Work item - Apart from the pictures, which must be omitted, restate the data exactly.

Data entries
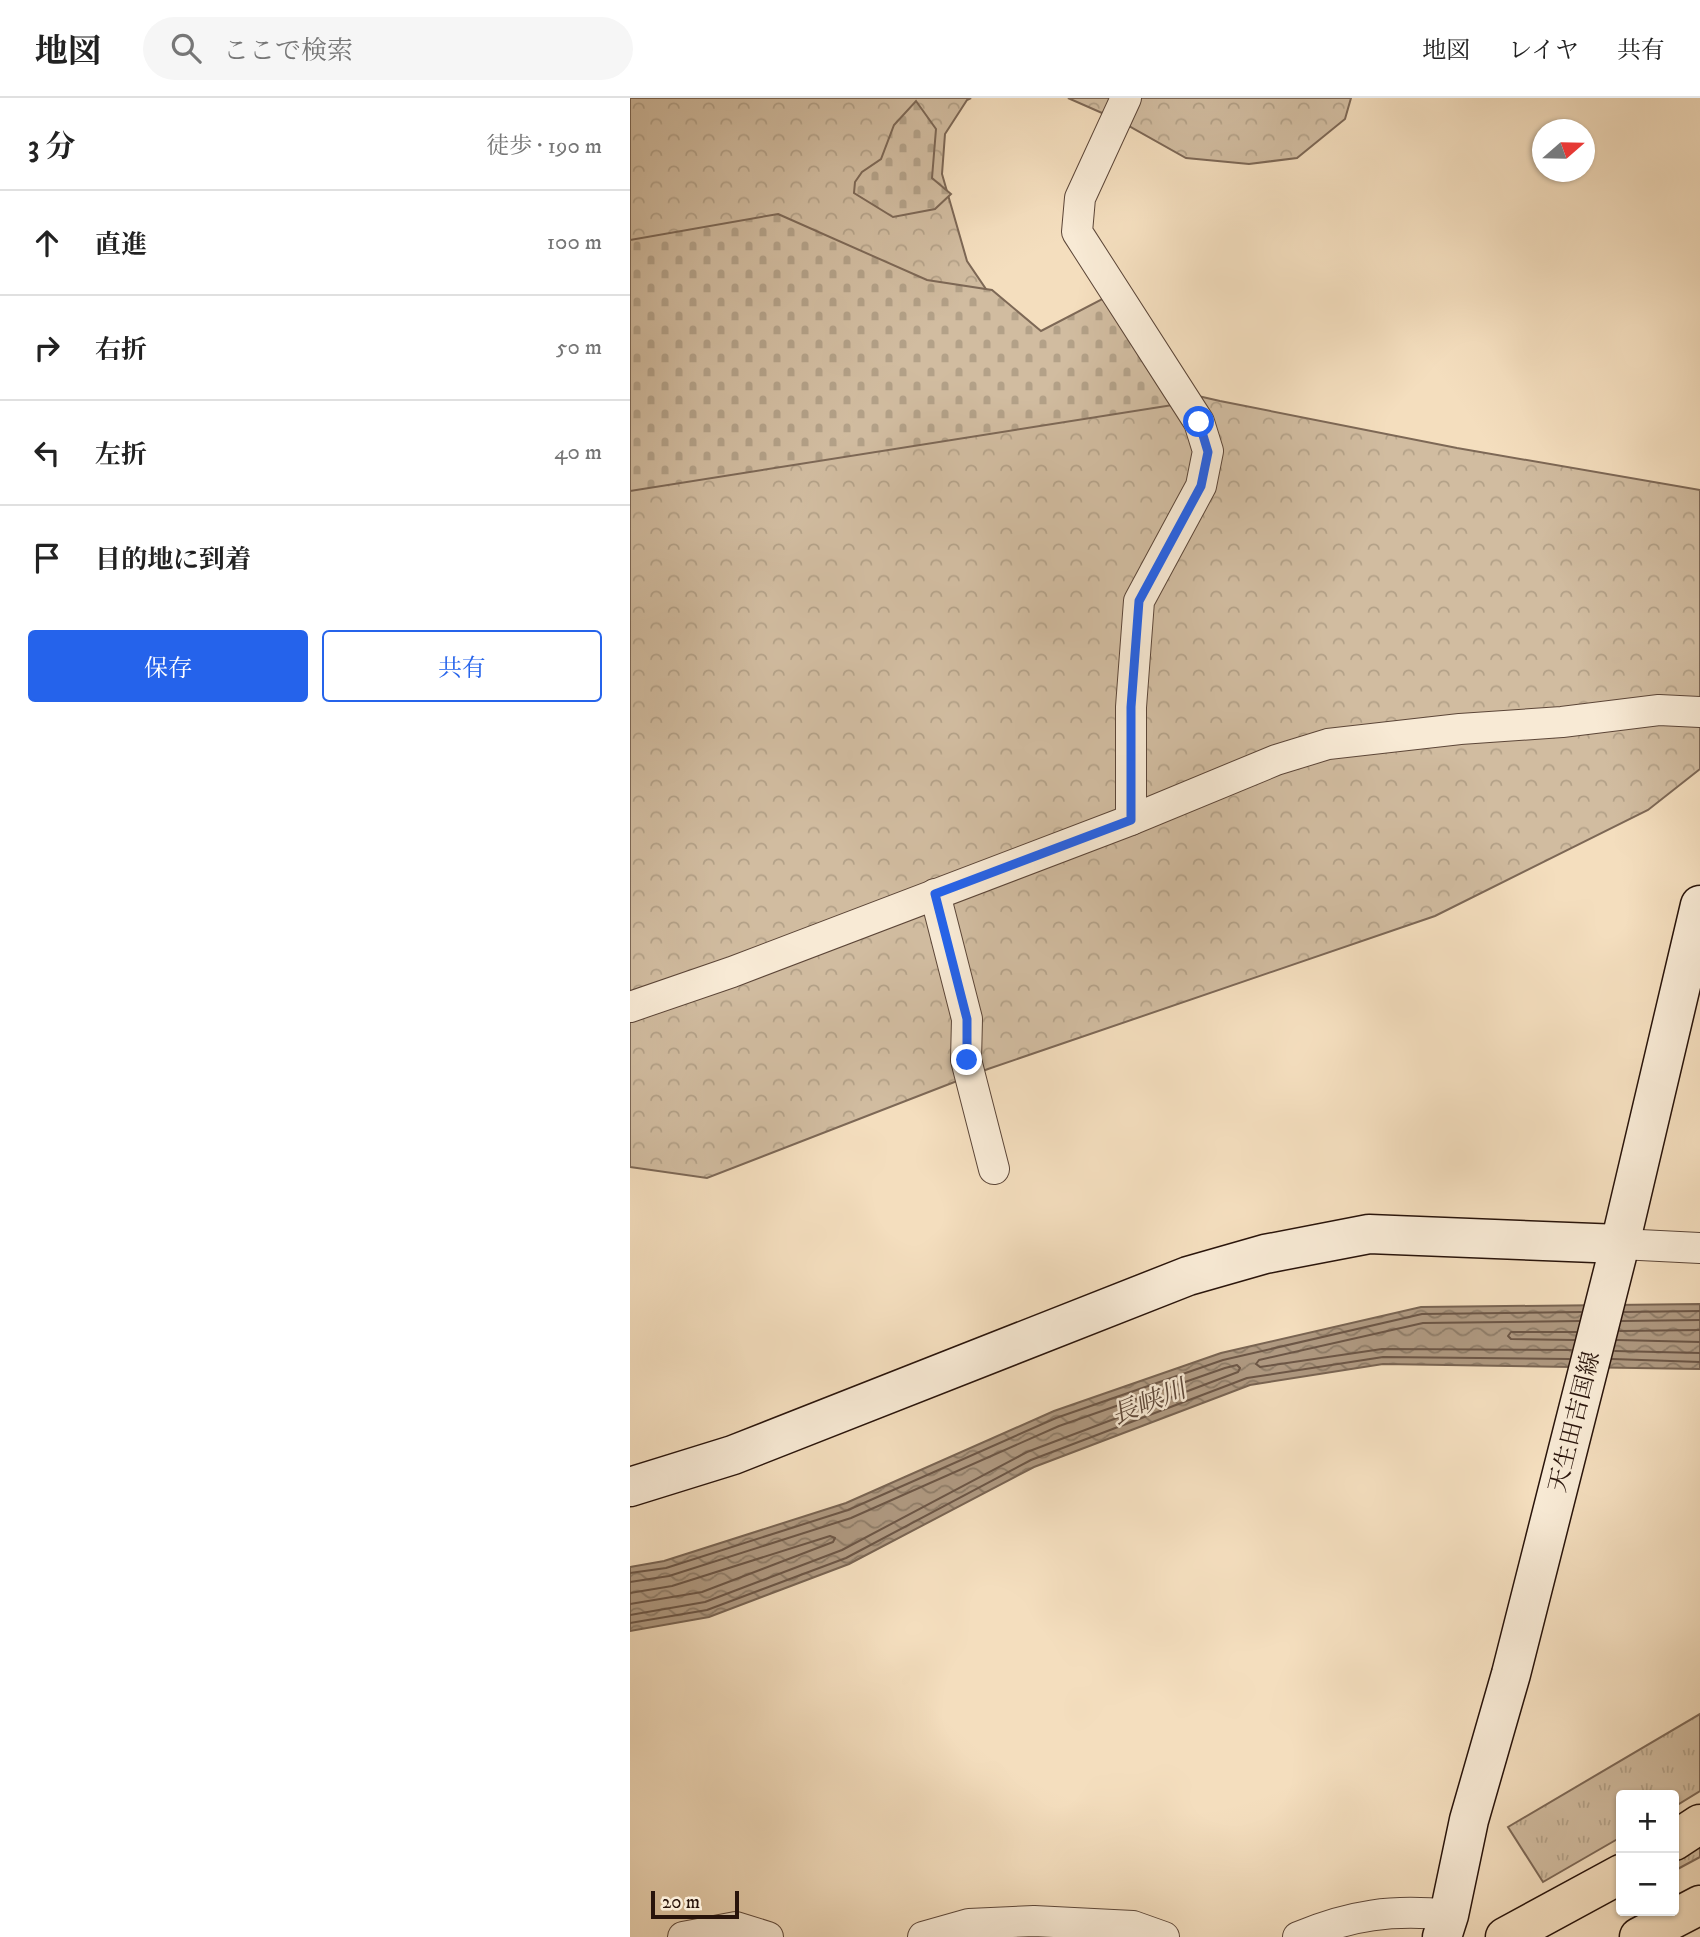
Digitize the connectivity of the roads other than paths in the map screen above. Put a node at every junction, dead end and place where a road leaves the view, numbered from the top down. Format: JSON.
{"nodes":[{"id":1,"x":1126,"y":98,"type":"edge"},
{"id":2,"x":1700,"y":712,"type":"edge"},
{"id":3,"x":1131,"y":820,"type":"junction"},
{"id":4,"x":935,"y":894,"type":"junction"},
{"id":5,"x":1700,"y":905,"type":"edge"},
{"id":6,"x":630,"y":1007,"type":"edge"},
{"id":7,"x":994,"y":1169,"type":"dead end"},
{"id":8,"x":1620,"y":1244,"type":"junction"},
{"id":9,"x":1700,"y":1248,"type":"edge"},
{"id":10,"x":630,"y":1487,"type":"edge"},
{"id":11,"x":1700,"y":1824,"type":"edge"},
{"id":12,"x":1679,"y":1838,"type":"edge"},
{"id":13,"x":1616,"y":1877,"type":"edge"},
{"id":14,"x":1700,"y":1905,"type":"edge"},
{"id":15,"x":1445,"y":1926,"type":"edge"},
{"id":16,"x":683,"y":1937,"type":"edge"},
{"id":17,"x":768,"y":1937,"type":"edge"},
{"id":18,"x":923,"y":1937,"type":"edge"},
{"id":19,"x":1164,"y":1937,"type":"edge"},
{"id":20,"x":1298,"y":1937,"type":"edge"},
{"id":21,"x":1506,"y":1937,"type":"edge"},
{"id":22,"x":1639,"y":1937,"type":"edge"}],
"edges":[{"from":1,"to":3,"type":"street"},
{"from":2,"to":3,"type":"street"},
{"from":3,"to":4,"type":"street"},
{"from":4,"to":6,"type":"street"},
{"from":4,"to":7,"type":"street"},
{"from":5,"to":8,"type":"main road","name":"天生田吉国線"},
{"from":8,"to":9,"type":"street"},
{"from":8,"to":10,"type":"main road"},
{"from":8,"to":15,"type":"main road","name":"天生田吉国線"},
{"from":11,"to":12,"type":"highway"},
{"from":13,"to":21,"type":"highway"},
{"from":14,"to":22,"type":"highway"},
{"from":15,"to":20,"type":"street"},
{"from":16,"to":17,"type":"street"},
{"from":18,"to":19,"type":"street"}]}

Output below -
Digitize the connectivity of the roads other than paths in the map screen above. Put a node at every junction, dead end and place where a road leaves the view, numbered from the top down. Format: JSON.
{"nodes":[{"id":1,"x":1126,"y":98,"type":"edge"},
{"id":2,"x":1700,"y":712,"type":"edge"},
{"id":3,"x":1131,"y":820,"type":"junction"},
{"id":4,"x":935,"y":894,"type":"junction"},
{"id":5,"x":1700,"y":905,"type":"edge"},
{"id":6,"x":630,"y":1007,"type":"edge"},
{"id":7,"x":994,"y":1169,"type":"dead end"},
{"id":8,"x":1620,"y":1244,"type":"junction"},
{"id":9,"x":1700,"y":1248,"type":"edge"},
{"id":10,"x":630,"y":1487,"type":"edge"},
{"id":11,"x":1700,"y":1824,"type":"edge"},
{"id":12,"x":1679,"y":1838,"type":"edge"},
{"id":13,"x":1616,"y":1877,"type":"edge"},
{"id":14,"x":1700,"y":1905,"type":"edge"},
{"id":15,"x":1445,"y":1926,"type":"edge"},
{"id":16,"x":683,"y":1937,"type":"edge"},
{"id":17,"x":768,"y":1937,"type":"edge"},
{"id":18,"x":923,"y":1937,"type":"edge"},
{"id":19,"x":1164,"y":1937,"type":"edge"},
{"id":20,"x":1298,"y":1937,"type":"edge"},
{"id":21,"x":1506,"y":1937,"type":"edge"},
{"id":22,"x":1639,"y":1937,"type":"edge"}],
"edges":[{"from":1,"to":3,"type":"street"},
{"from":2,"to":3,"type":"street"},
{"from":3,"to":4,"type":"street"},
{"from":4,"to":6,"type":"street"},
{"from":4,"to":7,"type":"street"},
{"from":5,"to":8,"type":"main road","name":"天生田吉国線"},
{"from":8,"to":9,"type":"street"},
{"from":8,"to":10,"type":"main road"},
{"from":8,"to":15,"type":"main road","name":"天生田吉国線"},
{"from":11,"to":12,"type":"highway"},
{"from":13,"to":21,"type":"highway"},
{"from":14,"to":22,"type":"highway"},
{"from":15,"to":20,"type":"street"},
{"from":16,"to":17,"type":"street"},
{"from":18,"to":19,"type":"street"}]}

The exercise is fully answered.